* _TO DO_: Your copy should match the entries exactly, with no images carried over.

* _ENTRIES SUPPLIED_:

^^^^

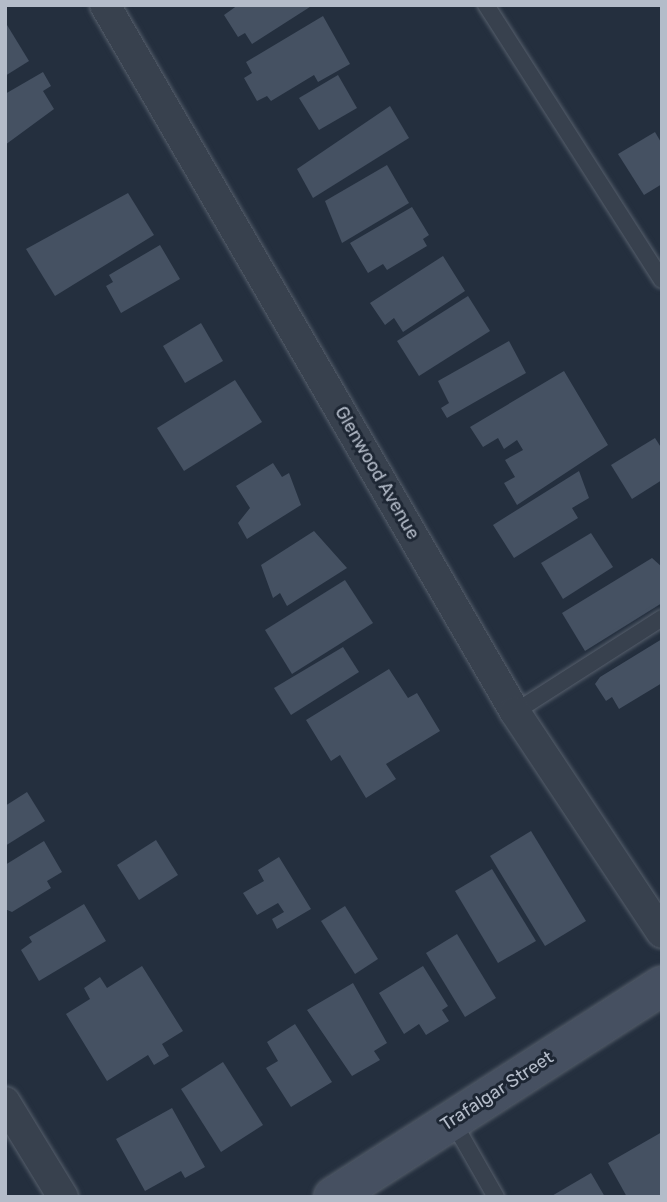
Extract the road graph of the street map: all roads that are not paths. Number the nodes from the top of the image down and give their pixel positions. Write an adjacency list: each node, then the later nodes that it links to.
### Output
1 (105, 5): 5 (street, Glenwood Avenue)
2 (486, 5): 3 (lane)
3 (662, 280)
4 (662, 618): 5 (lane)
5 (515, 712): 6 (street, Glenwood Avenue)
6 (662, 933)
7 (662, 986): 9 (main road, Trafalgar Street)
8 (5, 1102): 10 (street)
9 (452, 1121): 11 (main road, Trafalgar Street); 12 (lane)
10 (63, 1197)
11 (333, 1197)
12 (496, 1197)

^^^^

* _EXERCISE SOLUTION_:
Extract the road graph of the street map: all roads that are not paths. Number the nodes from the top of the image down and give their pixel positions. Write an adjacency list: each node, then the later nodes that it links to.
### Output
1 (105, 5): 5 (street, Glenwood Avenue)
2 (486, 5): 3 (lane)
3 (662, 280)
4 (662, 618): 5 (lane)
5 (515, 712): 6 (street, Glenwood Avenue)
6 (662, 933)
7 (662, 986): 9 (main road, Trafalgar Street)
8 (5, 1102): 10 (street)
9 (452, 1121): 11 (main road, Trafalgar Street); 12 (lane)
10 (63, 1197)
11 (333, 1197)
12 (496, 1197)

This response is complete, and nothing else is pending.